Action item: Find the lines below that contain the word "Landsberger" and count them. Only the number should be given.

Provided records:
--- --- ---

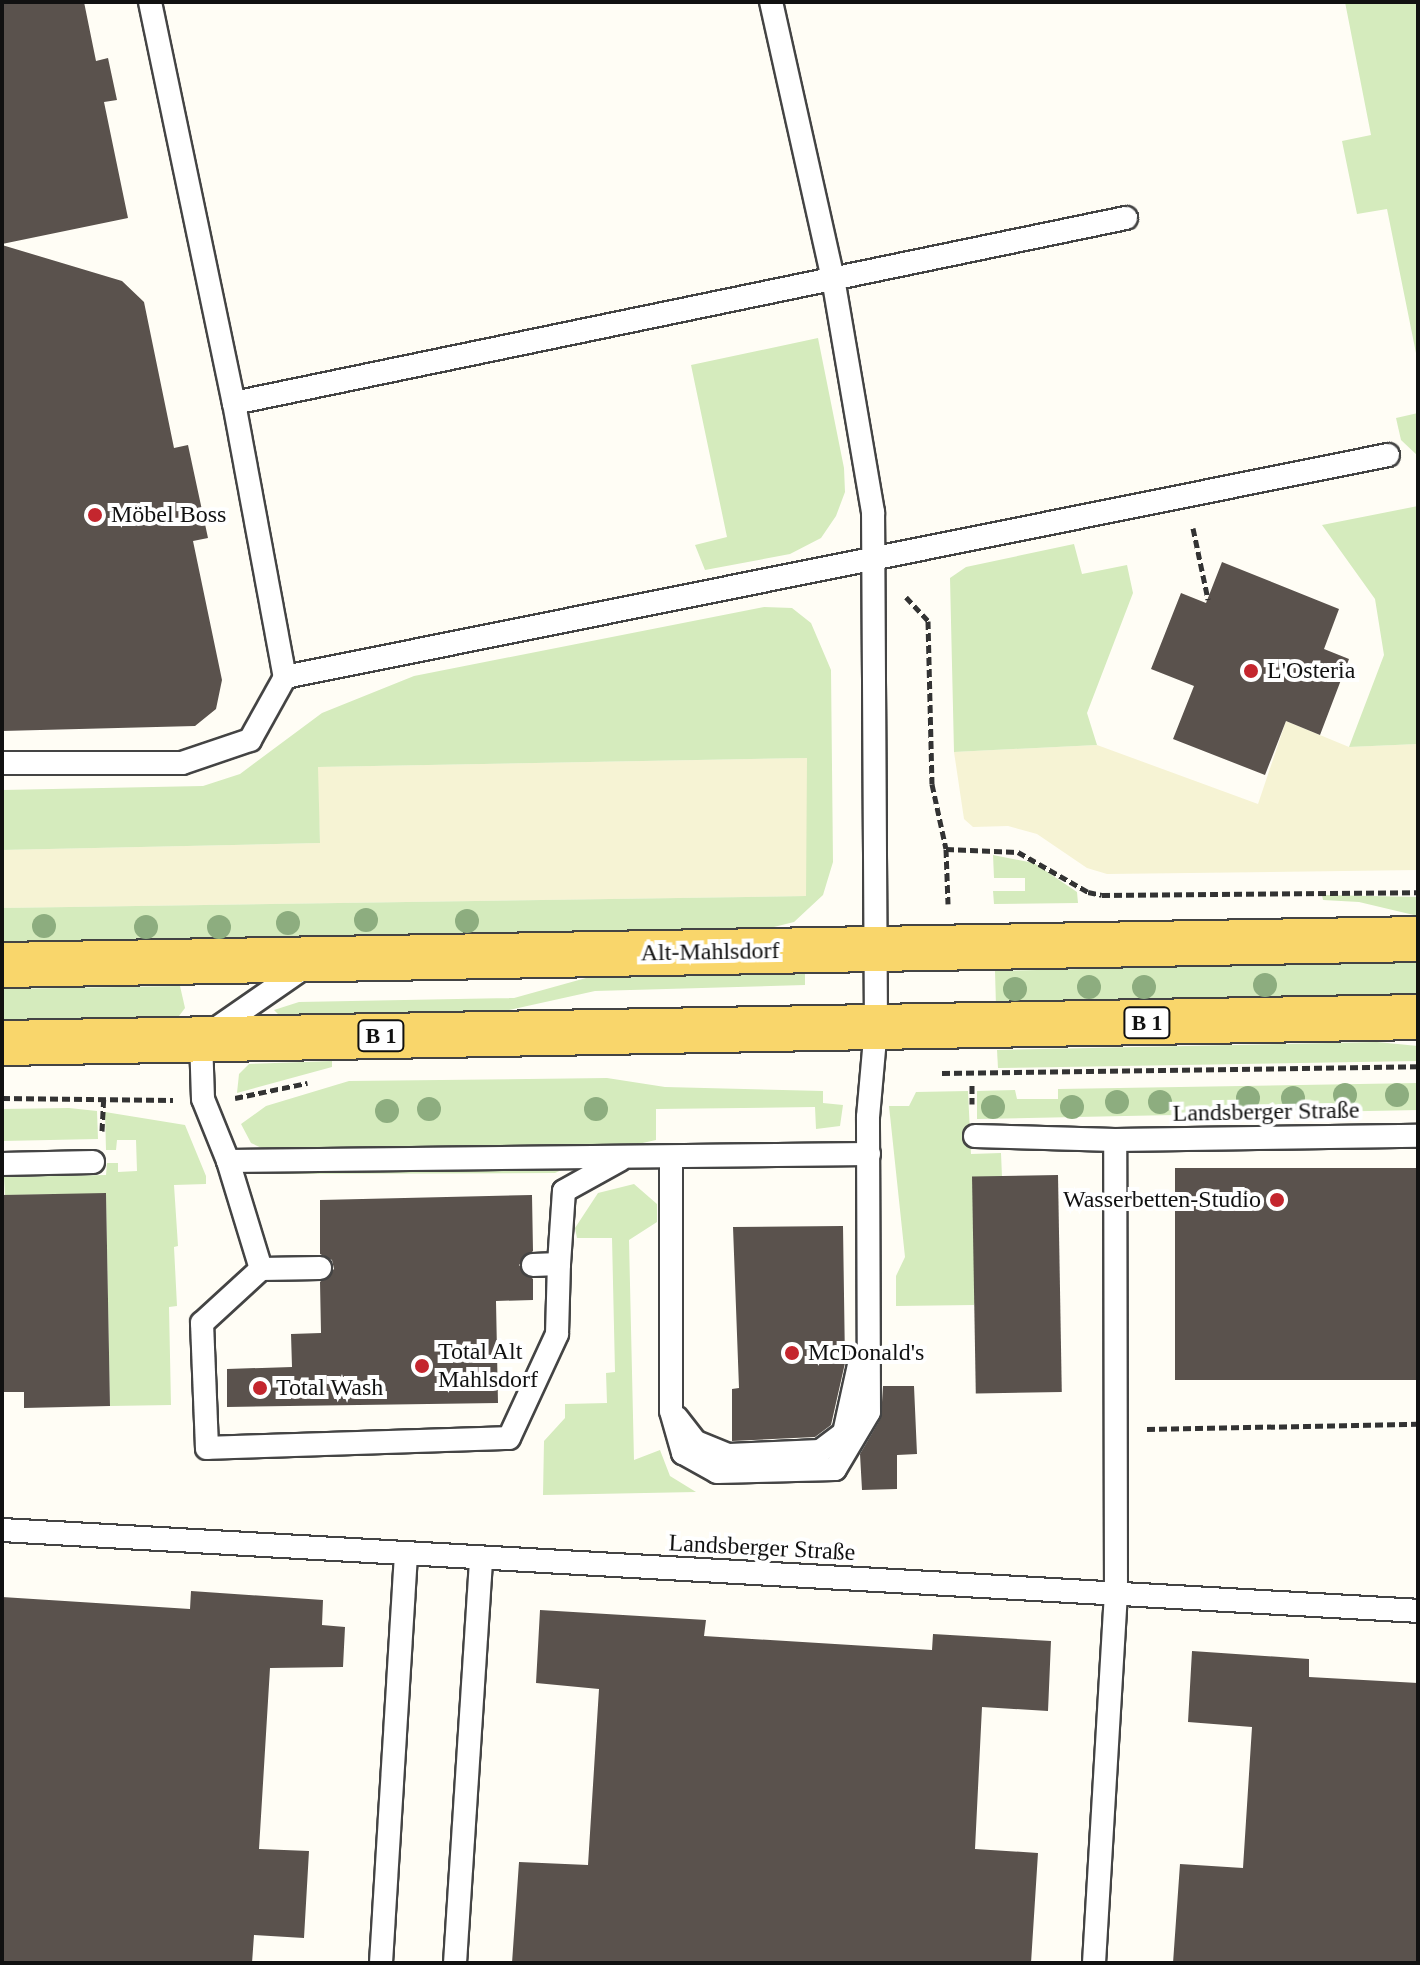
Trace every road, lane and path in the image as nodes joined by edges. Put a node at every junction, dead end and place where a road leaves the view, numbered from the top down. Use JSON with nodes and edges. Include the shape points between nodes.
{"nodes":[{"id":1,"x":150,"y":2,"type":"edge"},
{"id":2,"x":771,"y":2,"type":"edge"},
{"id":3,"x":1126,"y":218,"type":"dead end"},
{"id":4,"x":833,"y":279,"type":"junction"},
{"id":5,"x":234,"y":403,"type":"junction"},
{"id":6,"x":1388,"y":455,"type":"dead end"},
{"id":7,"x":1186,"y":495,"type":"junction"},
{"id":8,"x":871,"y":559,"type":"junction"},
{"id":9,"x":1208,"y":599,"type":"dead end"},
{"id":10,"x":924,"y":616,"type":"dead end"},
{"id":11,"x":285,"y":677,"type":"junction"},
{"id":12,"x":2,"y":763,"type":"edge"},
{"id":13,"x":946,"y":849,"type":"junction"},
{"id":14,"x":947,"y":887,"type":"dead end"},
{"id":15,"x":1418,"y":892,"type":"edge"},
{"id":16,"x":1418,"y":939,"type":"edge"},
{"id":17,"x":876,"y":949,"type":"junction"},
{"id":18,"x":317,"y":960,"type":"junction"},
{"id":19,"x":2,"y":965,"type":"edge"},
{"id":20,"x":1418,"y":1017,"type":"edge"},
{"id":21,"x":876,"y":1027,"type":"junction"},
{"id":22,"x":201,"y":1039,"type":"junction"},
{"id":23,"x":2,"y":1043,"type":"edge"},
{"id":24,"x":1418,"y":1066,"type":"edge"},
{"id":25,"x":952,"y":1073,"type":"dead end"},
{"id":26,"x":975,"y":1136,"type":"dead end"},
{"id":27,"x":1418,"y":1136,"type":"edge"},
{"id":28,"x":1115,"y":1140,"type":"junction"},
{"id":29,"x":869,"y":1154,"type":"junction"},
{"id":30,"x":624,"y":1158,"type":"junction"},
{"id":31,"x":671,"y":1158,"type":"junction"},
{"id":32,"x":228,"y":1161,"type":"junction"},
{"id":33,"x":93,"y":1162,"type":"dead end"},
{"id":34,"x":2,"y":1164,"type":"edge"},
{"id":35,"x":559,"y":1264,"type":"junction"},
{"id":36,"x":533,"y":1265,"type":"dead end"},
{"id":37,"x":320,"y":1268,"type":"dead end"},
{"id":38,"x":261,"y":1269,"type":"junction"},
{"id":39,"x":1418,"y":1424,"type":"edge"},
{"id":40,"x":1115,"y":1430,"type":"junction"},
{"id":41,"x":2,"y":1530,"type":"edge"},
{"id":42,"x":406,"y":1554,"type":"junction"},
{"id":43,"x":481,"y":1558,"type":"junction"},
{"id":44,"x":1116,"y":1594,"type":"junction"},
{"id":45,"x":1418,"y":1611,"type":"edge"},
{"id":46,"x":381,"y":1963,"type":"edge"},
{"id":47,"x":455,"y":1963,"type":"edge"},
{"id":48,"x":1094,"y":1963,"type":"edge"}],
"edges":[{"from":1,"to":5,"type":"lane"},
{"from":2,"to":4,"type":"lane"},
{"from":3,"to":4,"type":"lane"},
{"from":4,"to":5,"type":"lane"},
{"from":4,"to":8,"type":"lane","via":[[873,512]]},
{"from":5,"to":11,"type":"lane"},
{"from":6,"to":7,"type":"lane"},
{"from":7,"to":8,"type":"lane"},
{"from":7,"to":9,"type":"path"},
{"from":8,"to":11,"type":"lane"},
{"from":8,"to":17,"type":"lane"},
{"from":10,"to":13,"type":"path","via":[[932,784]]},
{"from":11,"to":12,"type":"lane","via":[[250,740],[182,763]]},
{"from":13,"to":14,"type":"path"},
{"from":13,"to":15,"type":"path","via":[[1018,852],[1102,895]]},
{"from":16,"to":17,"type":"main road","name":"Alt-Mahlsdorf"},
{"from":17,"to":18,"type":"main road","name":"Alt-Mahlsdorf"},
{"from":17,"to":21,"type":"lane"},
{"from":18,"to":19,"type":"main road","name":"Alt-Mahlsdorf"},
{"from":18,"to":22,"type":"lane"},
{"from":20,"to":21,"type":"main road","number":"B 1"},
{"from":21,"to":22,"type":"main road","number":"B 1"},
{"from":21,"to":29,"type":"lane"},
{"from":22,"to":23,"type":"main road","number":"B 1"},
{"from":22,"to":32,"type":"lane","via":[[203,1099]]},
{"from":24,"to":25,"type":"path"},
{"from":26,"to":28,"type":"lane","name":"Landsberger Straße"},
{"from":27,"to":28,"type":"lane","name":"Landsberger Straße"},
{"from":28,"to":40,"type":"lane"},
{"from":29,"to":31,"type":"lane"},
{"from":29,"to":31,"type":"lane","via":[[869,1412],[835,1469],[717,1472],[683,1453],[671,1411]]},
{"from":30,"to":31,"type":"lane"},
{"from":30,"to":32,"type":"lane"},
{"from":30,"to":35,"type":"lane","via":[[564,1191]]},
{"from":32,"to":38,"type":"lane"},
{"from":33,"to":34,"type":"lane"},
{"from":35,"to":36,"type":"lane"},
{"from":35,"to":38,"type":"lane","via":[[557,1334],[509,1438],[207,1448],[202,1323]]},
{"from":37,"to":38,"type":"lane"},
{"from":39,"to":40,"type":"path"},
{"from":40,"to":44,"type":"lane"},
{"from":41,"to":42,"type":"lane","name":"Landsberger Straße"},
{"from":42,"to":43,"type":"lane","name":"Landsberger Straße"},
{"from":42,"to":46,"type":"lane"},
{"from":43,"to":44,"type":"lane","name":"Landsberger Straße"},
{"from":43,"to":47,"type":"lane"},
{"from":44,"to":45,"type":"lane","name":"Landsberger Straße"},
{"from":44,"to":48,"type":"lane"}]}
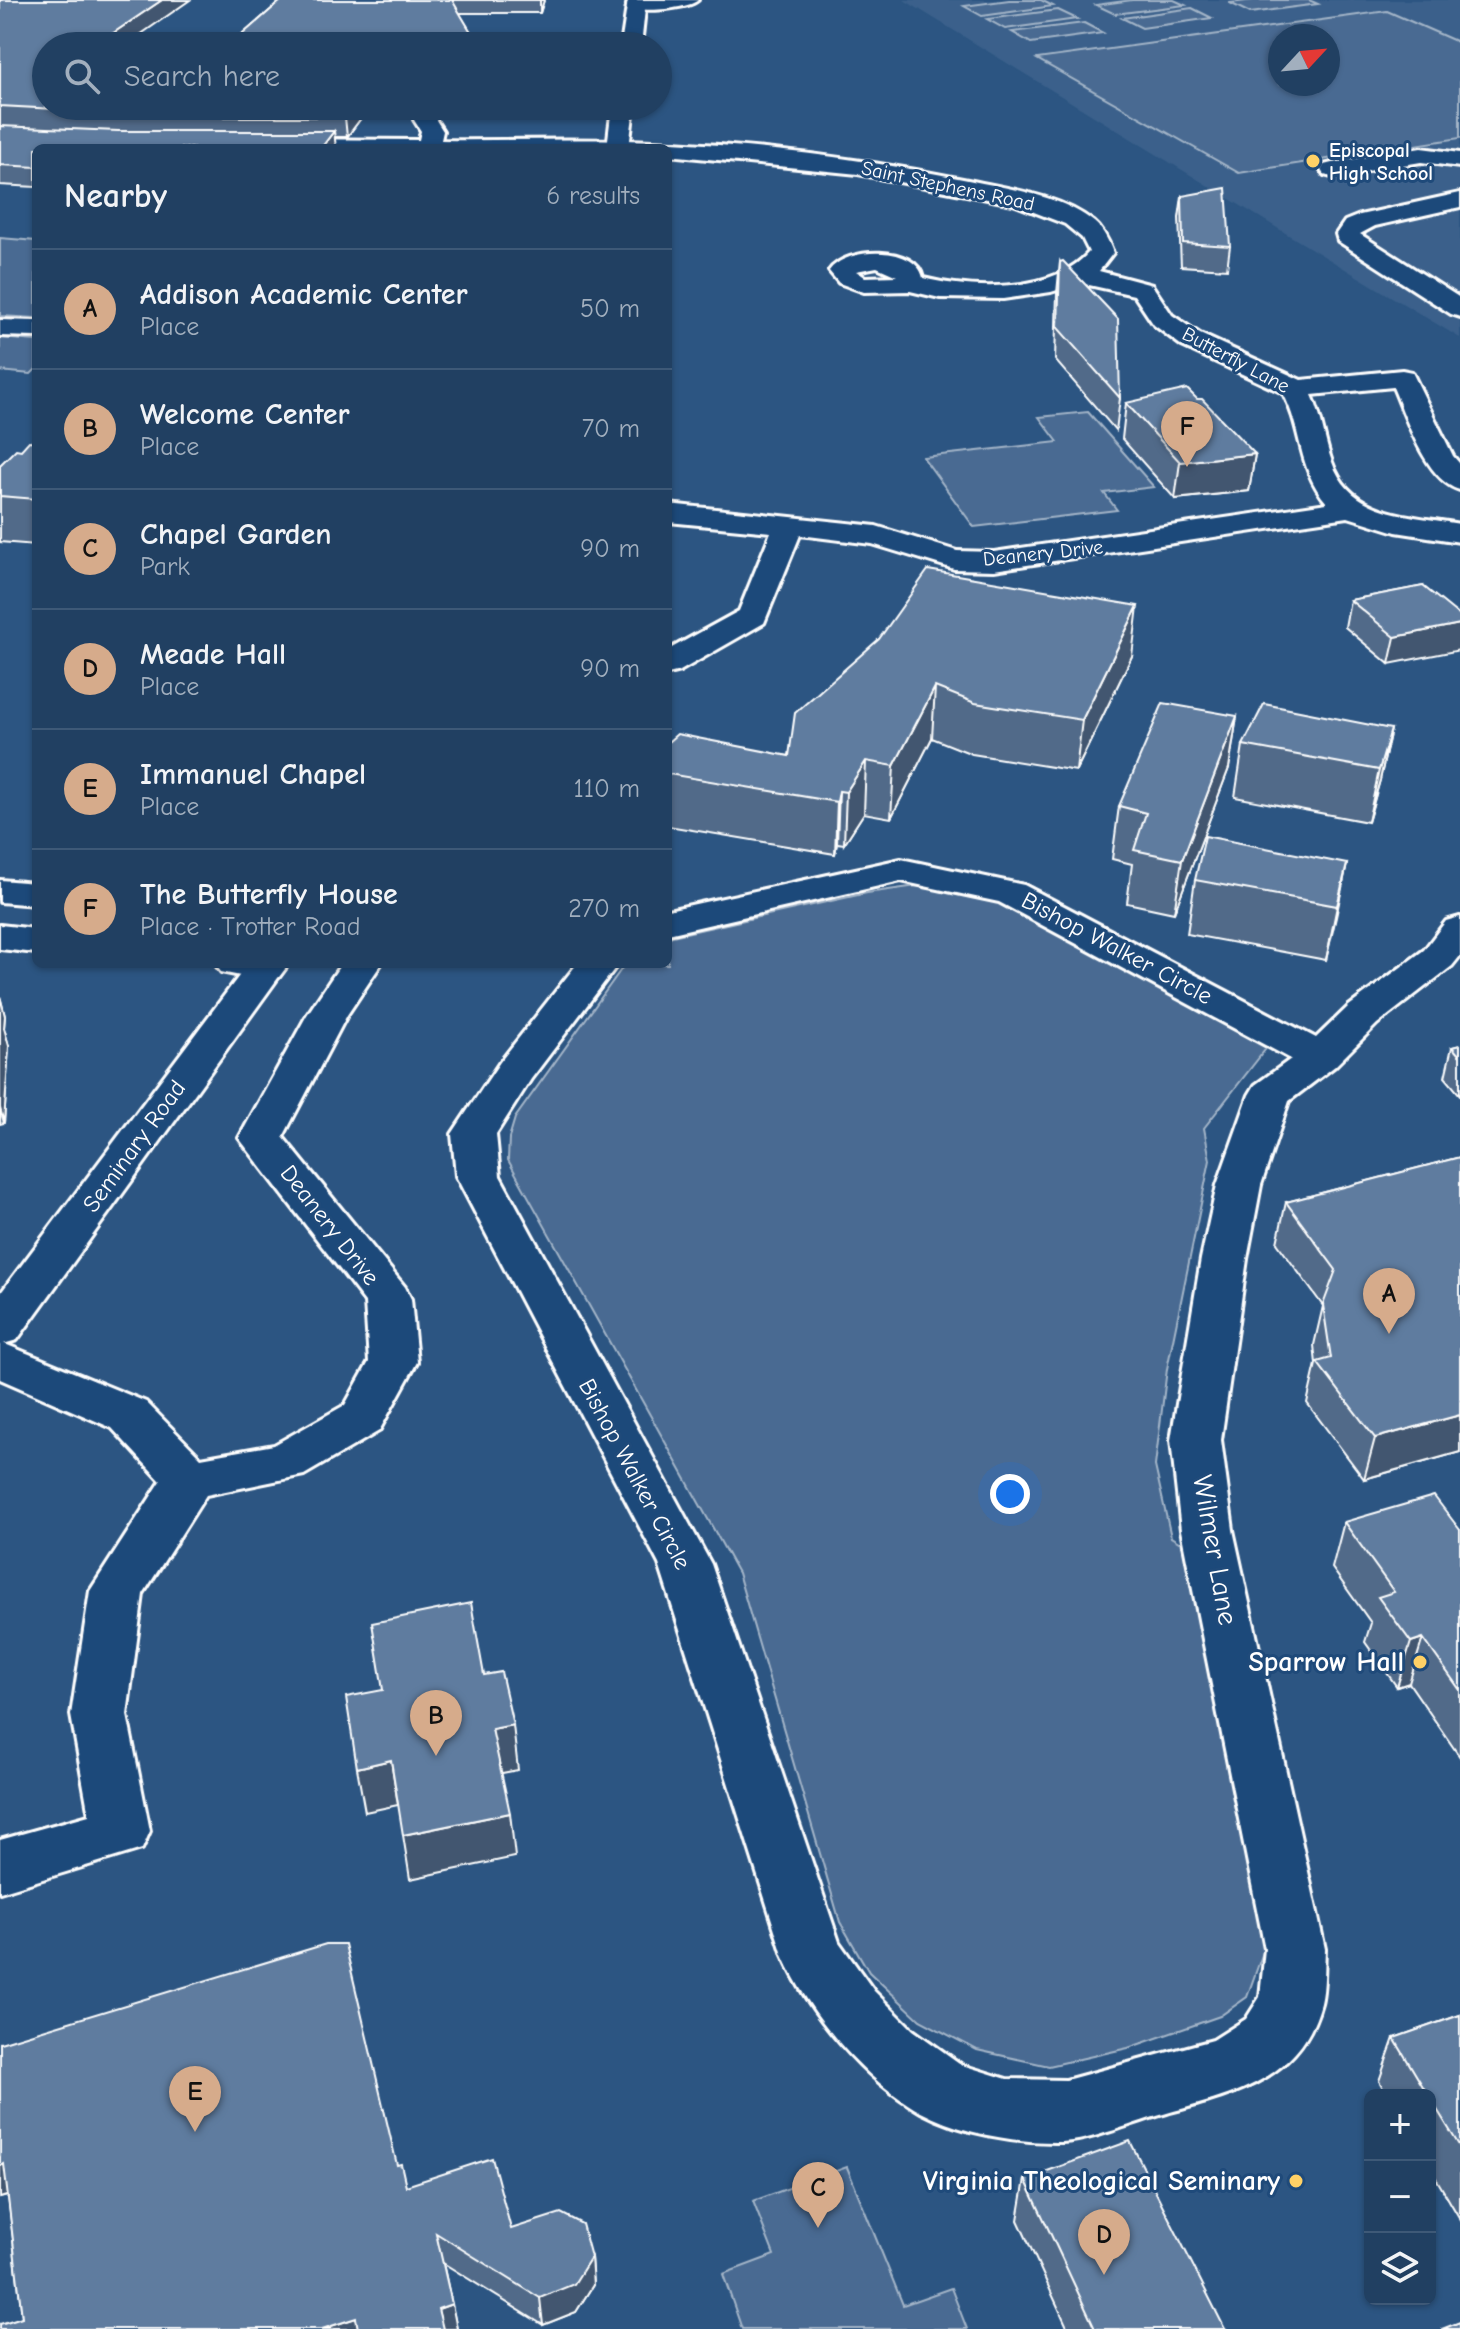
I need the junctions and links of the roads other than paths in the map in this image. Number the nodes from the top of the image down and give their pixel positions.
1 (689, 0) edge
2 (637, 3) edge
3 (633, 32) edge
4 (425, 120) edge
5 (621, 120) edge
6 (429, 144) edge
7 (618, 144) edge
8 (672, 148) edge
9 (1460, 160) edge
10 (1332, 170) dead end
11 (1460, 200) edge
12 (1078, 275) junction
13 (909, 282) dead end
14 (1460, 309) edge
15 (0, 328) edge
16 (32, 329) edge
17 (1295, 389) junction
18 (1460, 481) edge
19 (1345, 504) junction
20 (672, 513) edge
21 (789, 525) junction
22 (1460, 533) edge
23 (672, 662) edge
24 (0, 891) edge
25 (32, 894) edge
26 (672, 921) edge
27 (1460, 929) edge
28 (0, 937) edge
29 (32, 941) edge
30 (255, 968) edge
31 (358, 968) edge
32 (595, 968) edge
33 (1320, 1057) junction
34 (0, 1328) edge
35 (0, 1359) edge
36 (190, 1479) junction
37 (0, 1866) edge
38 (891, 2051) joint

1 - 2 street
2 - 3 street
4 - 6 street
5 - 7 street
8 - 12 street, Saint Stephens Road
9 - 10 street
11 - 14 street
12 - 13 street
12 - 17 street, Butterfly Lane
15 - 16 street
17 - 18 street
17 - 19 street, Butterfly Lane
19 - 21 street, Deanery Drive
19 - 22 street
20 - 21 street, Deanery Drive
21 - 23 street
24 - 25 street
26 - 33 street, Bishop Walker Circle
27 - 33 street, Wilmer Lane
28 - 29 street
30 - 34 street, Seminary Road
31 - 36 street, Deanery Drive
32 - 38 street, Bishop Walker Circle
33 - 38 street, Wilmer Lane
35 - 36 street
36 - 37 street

--- --- ---

Answer below: 6